*** Block opens ***
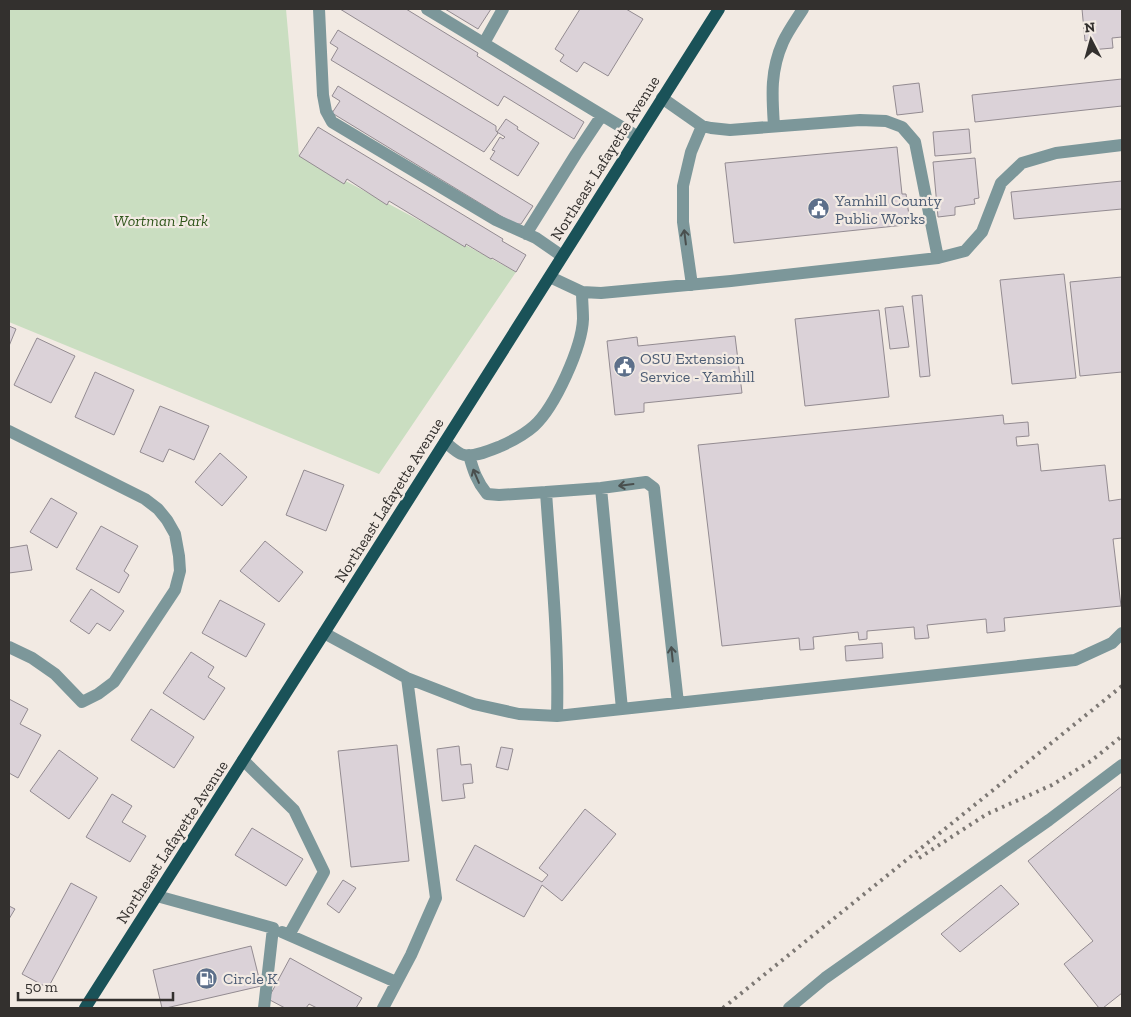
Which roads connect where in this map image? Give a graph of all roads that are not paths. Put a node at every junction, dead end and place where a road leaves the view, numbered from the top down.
1 (319, 9) edge
2 (427, 9) edge
3 (503, 9) edge
4 (719, 9) edge
5 (803, 9) edge
6 (484, 43) junction
7 (662, 98) junction
8 (602, 115) junction
9 (702, 126) junction
10 (774, 126) junction
11 (638, 137) junction
12 (1122, 144) edge
13 (526, 234) junction
14 (562, 256) junction
15 (938, 258) junction
16 (550, 277) junction
17 (692, 285) junction
18 (582, 292) junction
19 (9, 431) edge
20 (445, 442) junction
21 (469, 455) junction
22 (601, 488) junction
23 (546, 492) junction
24 (324, 633) junction
25 (1122, 633) edge
26 (9, 647) edge
27 (407, 678) junction
28 (678, 703) junction
29 (622, 709) junction
30 (557, 716) junction
31 (244, 760) junction
32 (1122, 765) edge
33 (156, 896) junction
34 (273, 928) junction
35 (289, 935) junction
36 (396, 982) junction
37 (85, 1008) edge
38 (264, 1008) edge
39 (383, 1008) edge
40 (789, 1008) edge

1 - 13 street
2 - 6 street
3 - 6 street
4 - 7 main road, Northeast Lafayette Avenue
5 - 10 street
6 - 8 street
7 - 9 street
7 - 11 main road, Northeast Lafayette Avenue
8 - 11 street
8 - 13 street
9 - 10 street
17 -> 9 street
10 - 15 street
11 - 14 main road, Northeast Lafayette Avenue
12 - 15 street
13 - 14 street
14 - 16 main road, Northeast Lafayette Avenue
15 - 17 street
16 - 18 street
16 - 20 main road, Northeast Lafayette Avenue
17 - 18 street
18 - 21 street
19 - 26 street
20 - 21 street
20 - 24 main road, Northeast Lafayette Avenue
23 -> 21 street
22 - 23 street
28 -> 22 street
22 - 29 street
23 - 30 street
24 - 27 street
24 - 31 main road, Northeast Lafayette Avenue
25 - 28 street
27 - 30 street
27 - 36 street
28 - 29 street
29 - 30 street
31 - 33 main road, Northeast Lafayette Avenue
31 - 35 street
32 - 40 street
33 - 34 street
33 - 37 main road, Northeast Lafayette Avenue
34 - 35 street
34 - 38 street
35 - 36 street
36 - 39 street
*** Block closes ***
WORK TO COMPLETE: Wherever the word "Northeast" turns up in the records above, copy the line that holds it.

EXERCISE RESULT:
4 - 7 main road, Northeast Lafayette Avenue
7 - 11 main road, Northeast Lafayette Avenue
11 - 14 main road, Northeast Lafayette Avenue
14 - 16 main road, Northeast Lafayette Avenue
16 - 20 main road, Northeast Lafayette Avenue
20 - 24 main road, Northeast Lafayette Avenue
24 - 31 main road, Northeast Lafayette Avenue
31 - 33 main road, Northeast Lafayette Avenue
33 - 37 main road, Northeast Lafayette Avenue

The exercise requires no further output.